Crude wooden boxes are dragged out to hide behind and hide costumes and also serve as sofas for the shepherds who watch the performance and dance.  It is unlikely that the temple of friendship (created by two poles with silks hung between them) which Daphnis (the magnificent Reinaud Van Mechelen) and Eglé  (Elodie Fonnard) attempted to enter the temple of friendship probably was not used when the dance/opera first performed before Louis XV. Yet the gesture of a temple was a charming as the gestures in dance. The texture of thunder roaring is offered by a long, waving silver sheet of metal. 

Amour (Magali Leger) arrives to explain why the couple can't get into the temple.  They are not in 'like' like friends.  They are in 'love'.  And voilà, they are admitted into Love's Temple. The shepherds were astonished to find friendship replaced by love. The composer's resourceful use of the bassoon was welcome.  

The pieces were originally performed in successive years, but this production pairing them suggests that the outcome of love was Osiris in the second work, which celebrated the birth of the Duke of Burgundy.

Rameau wrote many formal operas.  He was celebrated by the philosophers of the enlightenment for the orderliness he brought to the understanding of music, and particularly its foundationally harmonic structure.
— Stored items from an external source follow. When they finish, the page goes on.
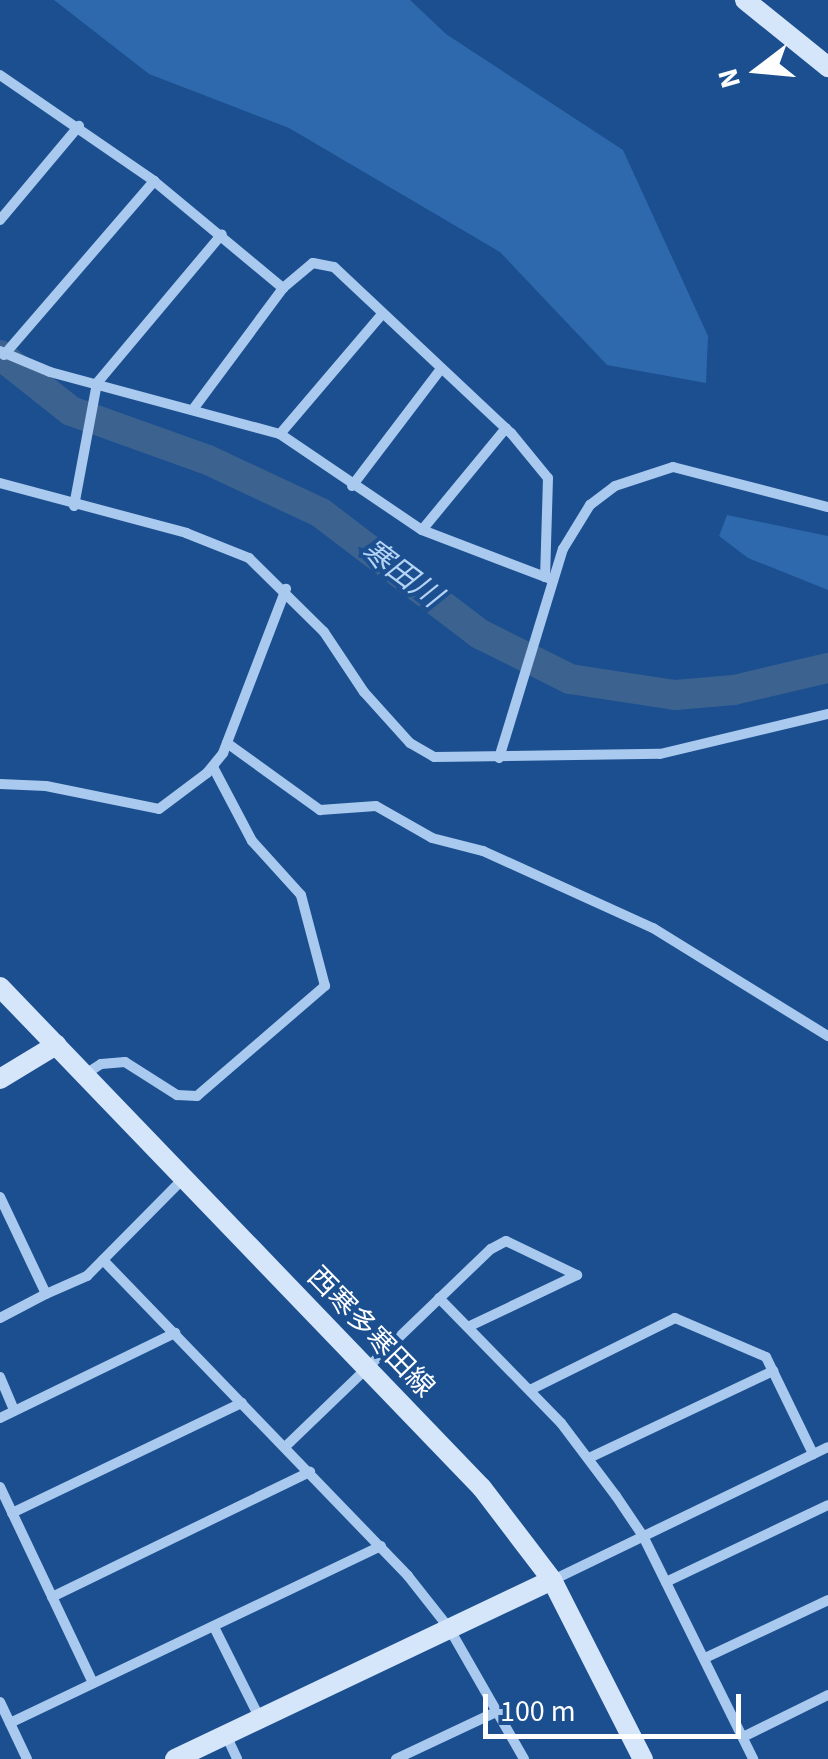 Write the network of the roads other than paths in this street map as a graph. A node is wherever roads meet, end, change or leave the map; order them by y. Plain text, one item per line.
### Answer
1 (744, 0) edge
2 (828, 67) edge
3 (2, 81) edge
4 (80, 126) junction
5 (154, 181) junction
6 (0, 220) edge
7 (222, 234) junction
8 (283, 288) junction
9 (382, 314) junction
10 (2, 353) edge
11 (440, 370) junction
12 (97, 383) junction
13 (194, 408) junction
14 (506, 428) junction
15 (280, 434) junction
16 (0, 483) edge
17 (352, 486) junction
18 (74, 506) junction
19 (828, 507) edge
20 (422, 530) junction
21 (549, 579) junction
22 (286, 589) junction
23 (828, 714) edge
24 (227, 743) junction
25 (499, 758) junction
26 (213, 767) junction
27 (0, 784) edge
28 (0, 987) edge
29 (828, 1036) edge
30 (56, 1045) junction
31 (84, 1075) junction
32 (0, 1079) edge
33 (184, 1178) junction
34 (0, 1197) edge
35 (103, 1260) junction
36 (46, 1294) junction
37 (439, 1298) junction
38 (0, 1318) edge
39 (468, 1327) junction
40 (176, 1334) junction
41 (367, 1368) junction
42 (773, 1371) junction
43 (0, 1377) edge
44 (530, 1390) junction
45 (242, 1403) junction
46 (14, 1410) junction
47 (0, 1418) edge
48 (286, 1446) junction
49 (828, 1447) edge
50 (813, 1454) junction
51 (589, 1458) junction
52 (310, 1472) junction
53 (0, 1487) edge
54 (828, 1505) edge
55 (12, 1513) junction
56 (643, 1536) junction
57 (380, 1546) junction
58 (552, 1580) junction
59 (666, 1582) junction
60 (52, 1597) junction
61 (828, 1600) edge
62 (214, 1627) junction
63 (449, 1628) junction
64 (705, 1658) junction
65 (94, 1684) junction
66 (828, 1696) edge
67 (0, 1702) edge
68 (498, 1712) junction
69 (259, 1717) junction
70 (10, 1723) junction
71 (226, 1734) junction
72 (743, 1737) junction
73 (27, 1759) edge
74 (176, 1759) edge
75 (237, 1759) edge
76 (396, 1759) edge
77 (524, 1759) edge
78 (643, 1759) edge
79 (753, 1759) edge

1 - 2 main road
3 - 4 street
4 - 5 street
4 - 6 street
5 - 7 street
5 - 10 street
7 - 8 street
7 - 12 street
8 - 9 street
8 - 13 street
9 - 11 street
9 - 15 street
10 - 12 street
11 - 14 street
11 - 17 street
12 - 13 street
12 - 18 street
13 - 15 street
14 - 20 street
14 - 21 street
15 - 17 street
16 - 18 street
17 - 20 street
18 - 22 street
19 - 21 street
20 - 21 street
21 - 25 street
22 - 24 street
22 - 25 street
23 - 25 street
24 - 26 street
24 - 29 street
26 - 27 street
26 - 31 street
28 - 30 main road, 西寒多寒田線
30 - 31 main road, 西寒多寒田線
30 - 32 main road
31 - 33 main road, 西寒多寒田線
33 - 35 street
33 - 41 main road, 西寒多寒田線
34 - 36 street
35 - 36 street
35 - 40 street
36 - 38 street
37 - 39 street
37 - 39 street
37 - 41 street
39 - 44 street
40 - 45 street
40 - 46 street
41 - 48 street
41 - 58 main road, 西寒多寒田線
42 - 44 street
42 - 50 street
42 - 51 street
43 - 46 street
44 - 51 street
45 - 48 street
45 - 55 street
46 - 47 street
48 - 52 street
49 - 50 street
50 - 56 street
51 - 56 street
52 - 57 street
52 - 60 street
53 - 55 street
54 - 59 street
55 - 60 street
56 - 58 street
56 - 59 street
57 - 62 street
57 - 63 street
58 - 63 main road
58 - 78 main road, 西寒多寒田線
59 - 64 street
60 - 65 street
61 - 64 street
62 - 65 street
62 - 69 street
63 - 68 street
63 - 69 main road
64 - 72 street
65 - 70 street
66 - 72 street
67 - 70 street
68 - 76 street
68 - 77 street
69 - 71 main road
70 - 73 street
71 - 74 main road
71 - 75 street
72 - 79 street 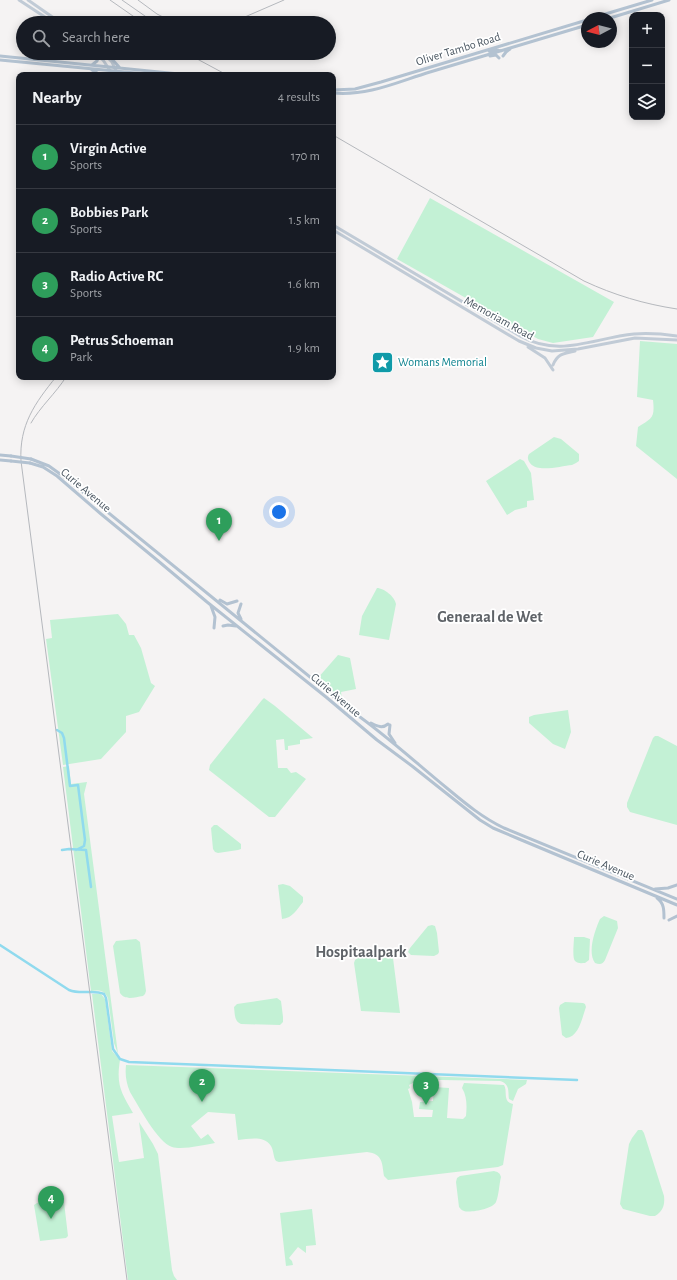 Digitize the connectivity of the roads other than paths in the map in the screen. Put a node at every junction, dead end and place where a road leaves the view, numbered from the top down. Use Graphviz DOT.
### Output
graph roads {
  1 [pos="19,0"];
  2 [pos="28,0"];
  3 [pos="652,0"];
  4 [pos="669,0"];
  5 [pos="612,12"];
  6 [pos="43,16"];
  7 [pos="51,16"];
  8 [pos="617,16"];
  9 [pos="581,22"];
  10 [pos="581,27"];
  11 [pos="502,45"];
  12 [pos="513,47"];
  13 [pos="486,51"];
  14 [pos="499,51"];
  15 [pos="0,56"];
  16 [pos="485,56"];
  17 [pos="503,56"];
  18 [pos="16,58"];
  19 [pos="499,58"];
  20 [pos="0,60"];
  21 [pos="41,60"];
  22 [pos="97,60"];
  23 [pos="102,60"];
  24 [pos="110,60"];
  25 [pos="113,60"];
  26 [pos="90,67"];
  27 [pos="114,67"];
  28 [pos="120,68"];
  29 [pos="108,69"];
  30 [pos="116,71"];
  31 [pos="97,72"];
  32 [pos="110,72"];
  33 [pos="123,72"];
  34 [pos="159,72"];
  35 [pos="336,90"];
  36 [pos="336,93"];
  37 [pos="336,227"];
  38 [pos="336,232"];
  39 [pos="677,336"];
  40 [pos="677,340"];
  41 [pos="519,341"];
  42 [pos="579,344"];
  43 [pos="545,346"];
  44 [pos="560,346"];
  45 [pos="579,349"];
  46 [pos="552,351"];
  47 [pos="553,365"];
  48 [pos="553,370"];
  49 [pos="0,455"];
  50 [pos="0,460"];
  51 [pos="208,593"];
  52 [pos="237,601"];
  53 [pos="207,602"];
  54 [pos="240,604"];
  55 [pos="243,623"];
  56 [pos="223,626"];
  57 [pos="214,628"];
  58 [pos="240,628"];
  59 [pos="367,722"];
  60 [pos="398,746"];
  61 [pos="677,885"];
  62 [pos="653,889"];
  63 [pos="652,894"];
  64 [pos="677,899"];
  65 [pos="677,905"];
  66 [pos="677,916"];
  67 [pos="664,918"];
  68 [pos="669,920"];
  1 -- 6 [label="main road"];
  2 -- 7 [label="main road"];
  3 -- 5 [label="main road"];
  4 -- 8 [label="main road"];
  9 -- 11 [label="main road, Oliver Tambo Road"];
  10 -- 12 [label="main road, Oliver Tambo Road"];
  11 -- 13 [label="main road, Oliver Tambo Road"];
  11 -- 14 [label="main road"];
  12 -- 14 [label="main road, Oliver Tambo Road"];
  12 -- 17 [label="main road"];
  13 -- 14 [label="main road"];
  13 -- 35 [label="main road, Oliver Tambo Road"];
  14 -- 16 [label="main road, Oliver Tambo Road"];
  15 -- 18 [label="main road"];
  16 -- 19 [label="main road"];
  16 -- 36 [label="main road, Oliver Tambo Road"];
  20 -- 26 [label="main road"];
  21 -- 26 [label="main road"];
  22 -- 26 [label="main road"];
  23 -- 29 [label="main road"];
  24 -- 27 [label="main road"];
  25 -- 28 [label="main road"];
  26 -- 29 [label="main road"];
  26 -- 31 [label="main road"];
  27 -- 28 [label="main road"];
  27 -- 29 [label="main road"];
  27 -- 30 [label="main road"];
  28 -- 34 [label="main road"];
  29 -- 30 [label="main road"];
  29 -- 32 [label="main road"];
  30 -- 33 [label="main road"];
  37 -- 43 [label="main road, Memoriam Road"];
  38 -- 41 [label="main road, Memoriam Road"];
  39 -- 42 [label="main road, Memoriam Road"];
  40 -- 45 [label="main road, Memoriam Road"];
  41 -- 46 [label="main road, Memoriam Road"];
  41 -- 48 [label="main road"];
  42 -- 44 [label="main road, Memoriam Road"];
  42 -- 45 [label="main road"];
  43 -- 44 [label="main road, Memoriam Road"];
  43 -- 46 [label="main road"];
  44 -- 46 [label="main road"];
  45 -- 46 [label="main road, Memoriam Road"];
  45 -- 47 [label="main road"];
  49 -- 51 [label="main road, Curie Avenue, bridge"];
  50 -- 53 [label="main road, Curie Avenue, bridge"];
  51 -- 52 [label="main road"];
  51 -- 55 [label="main road, Curie Avenue"];
  53 -- 57 [label="main road"];
  53 -- 58 [label="main road, Curie Avenue"];
  54 -- 55 [label="main road"];
  55 -- 59 [label="main road, Curie Avenue"];
  56 -- 58 [label="main road"];
  58 -- 63 [label="main road, Curie Avenue"];
  59 -- 60 [label="main road, Curie Avenue"];
  59 -- 60 [label="main road"];
  60 -- 62 [label="main road, Curie Avenue"];
  61 -- 62 [label="main road"];
  62 -- 64 [label="main road, Curie Avenue"];
  63 -- 65 [label="main road, Curie Avenue"];
  63 -- 67 [label="main road"];
  66 -- 68 [label="main road"];
}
His basse fundamental theory was widely adopted. Diderot was his nephew.

In this production by Les Arts Florissants pleasure is provided by a mise en scene taken from the pastoral paintings of Jean-Antoine Watteau.  The draw of the singers, the costumes and the stylized dance is enhanced with each note sung and each step of the dancers.  Louis XV and his court must have been delighted by the original production.  The audience was at BAM.